# TASK INSTRUCTIONS:
If a line of the data below holds the string "Solferino", copy it.

(Stored items)
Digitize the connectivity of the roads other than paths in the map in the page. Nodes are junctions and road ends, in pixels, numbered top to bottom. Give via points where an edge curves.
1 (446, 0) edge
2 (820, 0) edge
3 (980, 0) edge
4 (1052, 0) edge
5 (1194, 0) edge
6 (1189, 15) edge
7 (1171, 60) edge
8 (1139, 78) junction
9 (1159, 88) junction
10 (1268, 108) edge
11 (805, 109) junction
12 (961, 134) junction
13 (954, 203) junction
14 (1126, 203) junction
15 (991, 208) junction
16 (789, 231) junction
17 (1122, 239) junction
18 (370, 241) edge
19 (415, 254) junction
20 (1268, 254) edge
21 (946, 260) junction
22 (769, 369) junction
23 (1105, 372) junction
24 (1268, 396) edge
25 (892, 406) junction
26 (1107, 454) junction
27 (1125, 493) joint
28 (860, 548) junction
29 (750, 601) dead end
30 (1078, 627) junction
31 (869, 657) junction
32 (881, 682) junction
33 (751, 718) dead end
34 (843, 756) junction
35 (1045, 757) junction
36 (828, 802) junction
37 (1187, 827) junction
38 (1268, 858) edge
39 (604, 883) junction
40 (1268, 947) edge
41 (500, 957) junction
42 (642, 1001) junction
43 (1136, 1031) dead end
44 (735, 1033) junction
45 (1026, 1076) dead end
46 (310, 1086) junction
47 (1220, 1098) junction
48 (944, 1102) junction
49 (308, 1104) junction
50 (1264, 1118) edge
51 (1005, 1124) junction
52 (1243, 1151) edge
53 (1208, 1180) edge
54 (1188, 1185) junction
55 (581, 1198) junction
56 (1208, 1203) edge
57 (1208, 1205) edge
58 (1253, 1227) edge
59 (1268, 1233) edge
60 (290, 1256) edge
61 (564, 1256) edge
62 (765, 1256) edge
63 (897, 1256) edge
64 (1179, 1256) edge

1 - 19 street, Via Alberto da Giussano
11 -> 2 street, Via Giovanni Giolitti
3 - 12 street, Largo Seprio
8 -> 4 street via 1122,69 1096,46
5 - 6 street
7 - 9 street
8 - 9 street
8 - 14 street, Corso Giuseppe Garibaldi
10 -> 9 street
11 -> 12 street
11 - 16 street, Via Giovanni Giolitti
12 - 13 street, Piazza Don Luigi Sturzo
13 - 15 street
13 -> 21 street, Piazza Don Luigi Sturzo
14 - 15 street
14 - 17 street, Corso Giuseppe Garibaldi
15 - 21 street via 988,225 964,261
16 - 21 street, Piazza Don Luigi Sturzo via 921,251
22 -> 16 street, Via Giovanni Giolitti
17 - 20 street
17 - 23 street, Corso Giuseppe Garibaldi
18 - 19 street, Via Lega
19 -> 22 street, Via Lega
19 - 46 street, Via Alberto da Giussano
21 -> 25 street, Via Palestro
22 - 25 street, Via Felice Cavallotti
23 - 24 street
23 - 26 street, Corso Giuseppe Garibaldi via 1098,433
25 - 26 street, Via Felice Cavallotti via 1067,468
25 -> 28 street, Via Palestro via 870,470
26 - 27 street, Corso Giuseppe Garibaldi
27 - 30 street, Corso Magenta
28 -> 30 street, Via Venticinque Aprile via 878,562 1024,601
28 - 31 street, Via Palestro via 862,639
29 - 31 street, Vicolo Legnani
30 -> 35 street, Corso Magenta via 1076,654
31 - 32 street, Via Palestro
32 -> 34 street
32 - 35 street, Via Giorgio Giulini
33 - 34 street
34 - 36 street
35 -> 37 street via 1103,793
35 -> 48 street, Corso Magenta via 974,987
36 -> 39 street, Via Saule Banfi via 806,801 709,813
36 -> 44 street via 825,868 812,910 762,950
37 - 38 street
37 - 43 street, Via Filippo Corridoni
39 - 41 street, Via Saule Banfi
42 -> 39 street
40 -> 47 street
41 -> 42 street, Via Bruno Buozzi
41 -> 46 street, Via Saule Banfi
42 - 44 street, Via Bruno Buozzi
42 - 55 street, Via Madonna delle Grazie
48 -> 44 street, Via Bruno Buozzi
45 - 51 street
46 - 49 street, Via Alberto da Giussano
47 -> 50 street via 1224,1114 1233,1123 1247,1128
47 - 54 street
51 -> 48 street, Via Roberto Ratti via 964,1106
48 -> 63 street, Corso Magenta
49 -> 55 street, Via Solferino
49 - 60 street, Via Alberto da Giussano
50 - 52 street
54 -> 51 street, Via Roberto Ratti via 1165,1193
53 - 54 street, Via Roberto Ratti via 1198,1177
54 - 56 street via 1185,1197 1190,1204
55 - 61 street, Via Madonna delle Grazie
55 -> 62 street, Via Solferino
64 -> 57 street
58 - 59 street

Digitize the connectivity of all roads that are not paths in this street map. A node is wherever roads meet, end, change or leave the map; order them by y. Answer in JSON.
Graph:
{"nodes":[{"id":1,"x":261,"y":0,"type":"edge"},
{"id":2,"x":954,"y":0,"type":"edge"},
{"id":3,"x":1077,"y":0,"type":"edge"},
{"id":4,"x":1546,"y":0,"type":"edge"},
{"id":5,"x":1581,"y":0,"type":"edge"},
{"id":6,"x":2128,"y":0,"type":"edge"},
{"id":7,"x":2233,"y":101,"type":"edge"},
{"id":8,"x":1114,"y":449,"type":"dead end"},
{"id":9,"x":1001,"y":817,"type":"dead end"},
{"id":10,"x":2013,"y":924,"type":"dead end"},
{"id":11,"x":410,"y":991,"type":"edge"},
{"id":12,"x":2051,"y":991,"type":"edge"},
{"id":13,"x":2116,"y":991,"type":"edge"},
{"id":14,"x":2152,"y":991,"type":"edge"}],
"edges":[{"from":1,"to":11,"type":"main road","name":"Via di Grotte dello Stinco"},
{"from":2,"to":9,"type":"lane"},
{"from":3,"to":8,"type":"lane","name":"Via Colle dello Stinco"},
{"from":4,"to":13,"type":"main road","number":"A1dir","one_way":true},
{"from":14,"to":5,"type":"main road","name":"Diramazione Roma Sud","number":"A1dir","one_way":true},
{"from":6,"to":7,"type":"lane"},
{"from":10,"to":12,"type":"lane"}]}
---
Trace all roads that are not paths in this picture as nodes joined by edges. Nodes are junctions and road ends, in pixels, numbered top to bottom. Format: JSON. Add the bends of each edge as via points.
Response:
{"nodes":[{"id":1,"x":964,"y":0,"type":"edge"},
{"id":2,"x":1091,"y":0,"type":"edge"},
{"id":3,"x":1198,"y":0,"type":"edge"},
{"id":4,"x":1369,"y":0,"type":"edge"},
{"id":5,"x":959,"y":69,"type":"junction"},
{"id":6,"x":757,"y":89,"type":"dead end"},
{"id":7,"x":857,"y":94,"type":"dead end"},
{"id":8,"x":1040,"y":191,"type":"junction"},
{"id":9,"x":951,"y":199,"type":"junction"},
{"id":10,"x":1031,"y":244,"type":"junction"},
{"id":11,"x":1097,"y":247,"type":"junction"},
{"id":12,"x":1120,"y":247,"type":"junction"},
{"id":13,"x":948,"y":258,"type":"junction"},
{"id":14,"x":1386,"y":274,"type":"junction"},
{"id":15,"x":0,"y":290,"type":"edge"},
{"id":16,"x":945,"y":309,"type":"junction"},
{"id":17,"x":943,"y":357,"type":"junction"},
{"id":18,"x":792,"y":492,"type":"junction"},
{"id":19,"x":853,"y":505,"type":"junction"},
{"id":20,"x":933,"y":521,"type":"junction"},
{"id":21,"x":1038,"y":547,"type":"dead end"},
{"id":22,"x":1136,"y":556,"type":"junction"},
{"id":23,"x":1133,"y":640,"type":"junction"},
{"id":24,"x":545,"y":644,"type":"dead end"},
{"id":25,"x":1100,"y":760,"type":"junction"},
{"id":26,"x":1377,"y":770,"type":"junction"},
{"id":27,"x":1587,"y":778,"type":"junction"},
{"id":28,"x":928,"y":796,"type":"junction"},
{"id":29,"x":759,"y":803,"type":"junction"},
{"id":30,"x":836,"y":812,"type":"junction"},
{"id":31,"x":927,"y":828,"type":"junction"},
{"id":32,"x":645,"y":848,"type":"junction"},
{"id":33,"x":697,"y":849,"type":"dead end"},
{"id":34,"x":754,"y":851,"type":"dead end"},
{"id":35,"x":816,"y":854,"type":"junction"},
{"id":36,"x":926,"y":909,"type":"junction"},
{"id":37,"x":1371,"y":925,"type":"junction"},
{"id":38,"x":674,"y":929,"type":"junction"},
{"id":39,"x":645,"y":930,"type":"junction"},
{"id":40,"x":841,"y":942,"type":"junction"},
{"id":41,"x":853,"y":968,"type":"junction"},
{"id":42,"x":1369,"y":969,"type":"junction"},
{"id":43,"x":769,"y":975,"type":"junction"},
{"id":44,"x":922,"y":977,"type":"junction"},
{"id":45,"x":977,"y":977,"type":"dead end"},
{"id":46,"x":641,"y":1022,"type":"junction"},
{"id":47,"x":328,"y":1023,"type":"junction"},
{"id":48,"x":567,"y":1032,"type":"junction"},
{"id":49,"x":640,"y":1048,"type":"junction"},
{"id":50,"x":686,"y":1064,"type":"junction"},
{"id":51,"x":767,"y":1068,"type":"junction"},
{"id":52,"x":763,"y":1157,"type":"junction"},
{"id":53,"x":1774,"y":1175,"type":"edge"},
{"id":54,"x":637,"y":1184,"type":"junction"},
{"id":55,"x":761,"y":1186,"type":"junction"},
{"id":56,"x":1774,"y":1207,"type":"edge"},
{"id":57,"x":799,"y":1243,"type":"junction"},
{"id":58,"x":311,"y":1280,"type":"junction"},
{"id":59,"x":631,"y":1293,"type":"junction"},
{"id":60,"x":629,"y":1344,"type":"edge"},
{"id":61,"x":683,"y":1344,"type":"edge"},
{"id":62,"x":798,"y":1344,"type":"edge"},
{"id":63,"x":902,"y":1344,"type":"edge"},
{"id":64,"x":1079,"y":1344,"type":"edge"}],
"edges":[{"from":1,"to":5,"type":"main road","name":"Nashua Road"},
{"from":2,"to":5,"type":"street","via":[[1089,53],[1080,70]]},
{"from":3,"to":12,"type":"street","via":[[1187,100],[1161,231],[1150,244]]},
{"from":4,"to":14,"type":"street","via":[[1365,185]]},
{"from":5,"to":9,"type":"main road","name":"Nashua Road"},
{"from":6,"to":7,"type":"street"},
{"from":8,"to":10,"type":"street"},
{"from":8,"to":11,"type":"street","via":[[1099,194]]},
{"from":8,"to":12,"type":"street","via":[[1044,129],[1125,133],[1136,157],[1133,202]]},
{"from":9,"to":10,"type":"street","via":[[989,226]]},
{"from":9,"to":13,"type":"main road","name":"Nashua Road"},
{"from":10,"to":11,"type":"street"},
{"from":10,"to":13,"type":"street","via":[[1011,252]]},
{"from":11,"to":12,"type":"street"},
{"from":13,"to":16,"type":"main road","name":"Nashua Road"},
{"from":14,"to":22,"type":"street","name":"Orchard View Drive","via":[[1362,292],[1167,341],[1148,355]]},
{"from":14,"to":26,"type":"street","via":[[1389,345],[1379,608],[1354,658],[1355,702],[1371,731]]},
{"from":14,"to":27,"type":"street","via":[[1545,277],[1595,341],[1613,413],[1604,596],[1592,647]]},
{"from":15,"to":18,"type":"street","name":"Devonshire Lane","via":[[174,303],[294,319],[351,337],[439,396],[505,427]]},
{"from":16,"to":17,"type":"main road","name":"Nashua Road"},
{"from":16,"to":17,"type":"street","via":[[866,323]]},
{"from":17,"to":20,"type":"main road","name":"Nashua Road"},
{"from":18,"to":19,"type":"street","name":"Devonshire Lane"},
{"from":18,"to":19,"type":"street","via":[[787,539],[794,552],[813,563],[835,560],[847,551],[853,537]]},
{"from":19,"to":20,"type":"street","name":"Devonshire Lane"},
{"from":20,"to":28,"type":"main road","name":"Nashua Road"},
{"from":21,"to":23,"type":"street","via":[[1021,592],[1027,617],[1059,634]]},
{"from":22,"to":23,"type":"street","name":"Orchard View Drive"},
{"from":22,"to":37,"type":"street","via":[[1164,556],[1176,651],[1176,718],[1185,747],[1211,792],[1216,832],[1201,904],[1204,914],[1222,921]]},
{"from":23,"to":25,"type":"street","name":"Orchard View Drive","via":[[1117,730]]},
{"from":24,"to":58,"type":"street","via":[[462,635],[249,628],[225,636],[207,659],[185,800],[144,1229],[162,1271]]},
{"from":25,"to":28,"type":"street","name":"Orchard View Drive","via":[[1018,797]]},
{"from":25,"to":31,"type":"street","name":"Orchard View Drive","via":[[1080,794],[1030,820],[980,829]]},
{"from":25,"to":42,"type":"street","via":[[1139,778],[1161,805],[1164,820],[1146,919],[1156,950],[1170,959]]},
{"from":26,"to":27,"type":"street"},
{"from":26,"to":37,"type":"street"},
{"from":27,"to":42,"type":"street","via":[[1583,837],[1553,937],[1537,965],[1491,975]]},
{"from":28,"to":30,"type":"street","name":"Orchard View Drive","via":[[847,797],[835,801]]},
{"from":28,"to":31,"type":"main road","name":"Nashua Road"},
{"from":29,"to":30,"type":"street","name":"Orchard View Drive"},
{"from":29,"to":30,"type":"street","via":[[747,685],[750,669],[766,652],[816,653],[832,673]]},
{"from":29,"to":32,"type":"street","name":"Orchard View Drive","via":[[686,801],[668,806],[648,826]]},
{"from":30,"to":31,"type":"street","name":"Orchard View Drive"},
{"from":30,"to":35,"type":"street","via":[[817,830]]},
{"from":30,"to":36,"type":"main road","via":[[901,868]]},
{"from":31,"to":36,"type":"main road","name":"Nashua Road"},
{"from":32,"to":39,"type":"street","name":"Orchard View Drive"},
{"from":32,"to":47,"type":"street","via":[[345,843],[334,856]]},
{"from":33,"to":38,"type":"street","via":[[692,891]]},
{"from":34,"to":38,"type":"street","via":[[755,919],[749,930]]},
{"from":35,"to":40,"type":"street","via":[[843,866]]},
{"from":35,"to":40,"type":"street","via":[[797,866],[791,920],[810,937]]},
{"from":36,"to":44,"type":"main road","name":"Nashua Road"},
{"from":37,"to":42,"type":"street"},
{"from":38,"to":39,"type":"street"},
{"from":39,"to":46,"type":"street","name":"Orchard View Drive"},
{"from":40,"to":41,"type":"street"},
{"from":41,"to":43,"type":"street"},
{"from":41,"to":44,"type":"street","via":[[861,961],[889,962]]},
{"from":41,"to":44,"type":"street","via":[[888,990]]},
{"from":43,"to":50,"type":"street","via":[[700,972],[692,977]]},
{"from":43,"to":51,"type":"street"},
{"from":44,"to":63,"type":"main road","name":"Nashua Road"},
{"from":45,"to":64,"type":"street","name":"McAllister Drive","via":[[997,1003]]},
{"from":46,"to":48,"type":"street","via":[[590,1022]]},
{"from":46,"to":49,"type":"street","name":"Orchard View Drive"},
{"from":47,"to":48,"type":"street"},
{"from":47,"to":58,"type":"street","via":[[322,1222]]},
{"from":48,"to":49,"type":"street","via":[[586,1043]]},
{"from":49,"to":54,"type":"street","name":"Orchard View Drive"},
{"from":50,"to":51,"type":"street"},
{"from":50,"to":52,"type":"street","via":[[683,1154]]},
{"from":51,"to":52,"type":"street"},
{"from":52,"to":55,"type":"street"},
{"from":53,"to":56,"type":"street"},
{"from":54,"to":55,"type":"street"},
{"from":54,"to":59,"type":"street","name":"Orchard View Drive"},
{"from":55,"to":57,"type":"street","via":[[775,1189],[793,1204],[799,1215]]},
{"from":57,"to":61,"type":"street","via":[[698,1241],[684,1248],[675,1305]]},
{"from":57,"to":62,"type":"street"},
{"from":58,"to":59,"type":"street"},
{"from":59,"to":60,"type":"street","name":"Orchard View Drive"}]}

# SOLUTION:
49 -> 55 street, Via Solferino
55 -> 62 street, Via Solferino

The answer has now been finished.